You should however verify that the ID passed to you refers to a valid object where necessary. Objects may become invalid before the caller has learned it.

Required and Optional Functions

The ONLP API represents a union of all defined functionality. Not all features will be available on all platforms.

You do not need to provide all entry points – only the entry points you support. It is not necessary to provide a stub for every function. The shared library infrastructure provides additional weak definitions for every possible entry point that return ONLP_STATUS_E_UNSUPPORTED.

This architecture allows new functions to be added to the API without requiring updates to existing platforms. If the platform supports the concept of the new feature then it would be preferable that it get updated but if the platform does not or will not support the new feature then there is no need to modify that platform’s implementation in any way.

Please do not put empty stubs in your implementation and rely instead on the stubs you automatically inherit. It makes the code cleaner, smaller, and more obvious.*

Hardware vs Software Initialization

Every subsystem supports the concept of Hardware and Software Initialization. The distinction is important and should be note by the platform implementor:

The Software Init Routine

Each subsystem has an (optional) routine called onlp_<name>_sw_init(). This function will be called prior to any other call into the same module. This function must initialize the local software and datastructures for operation but it must not change the hardware in any way. This is simple preparing the software to begin operating on a running system.

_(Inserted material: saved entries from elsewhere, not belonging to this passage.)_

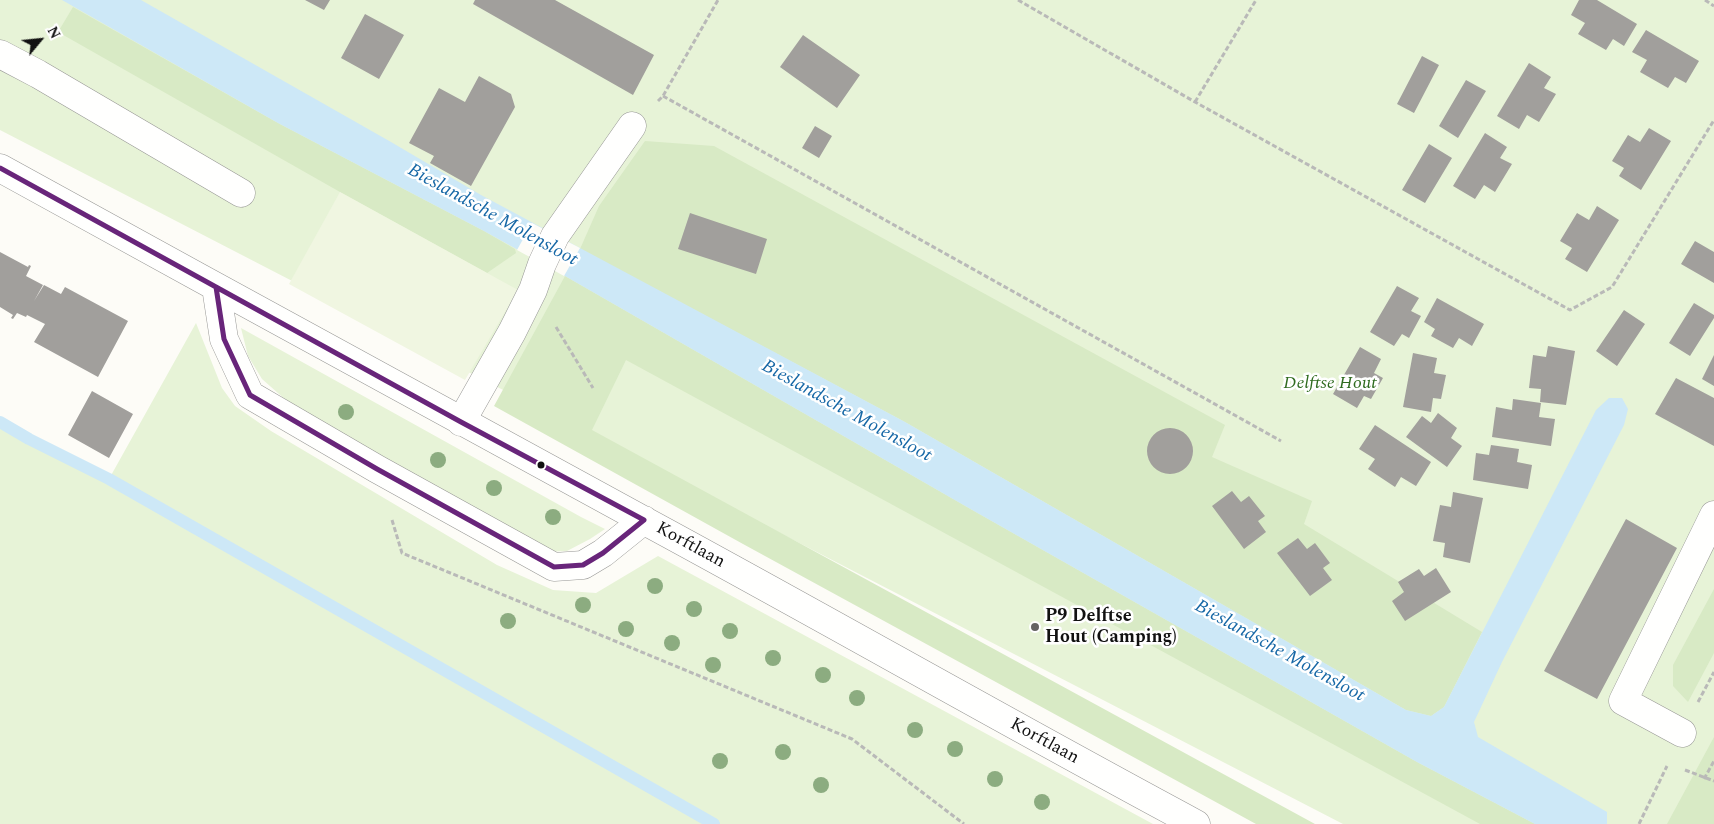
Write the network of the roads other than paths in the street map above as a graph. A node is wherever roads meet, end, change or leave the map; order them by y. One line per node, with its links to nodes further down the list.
1 (0, 54): 4 (street)
2 (632, 126): 6 (street)
3 (0, 168): 5 (street, Korftlaan)
4 (241, 193)
5 (216, 287): 6 (street, Korftlaan); 8 (street)
6 (461, 422): 8 (street, Korftlaan)
7 (1714, 515): 9 (street)
8 (644, 520): 10 (street, Korftlaan)
9 (1682, 733)
10 (1196, 824)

Each subsystem has an (optional) routine called onlp_<name>_sw_denit() for the purposes of completeness and testing.

The Hardware Init Routine

Each subsystem has an (optional) routine called onlp_<name>_hw_init(). This routine will be called at early boot time to perform any one-time initialization needed to prepare the system for operation. ONLP Applications do not and should not typically call this routine but leave it to the boot time infrastructure.

As ONLP Applications are allowed to spawn as multiple processes at any time and in any number the separation of initialization of the local software state and of the platform hardware itself must be cleanly maintained.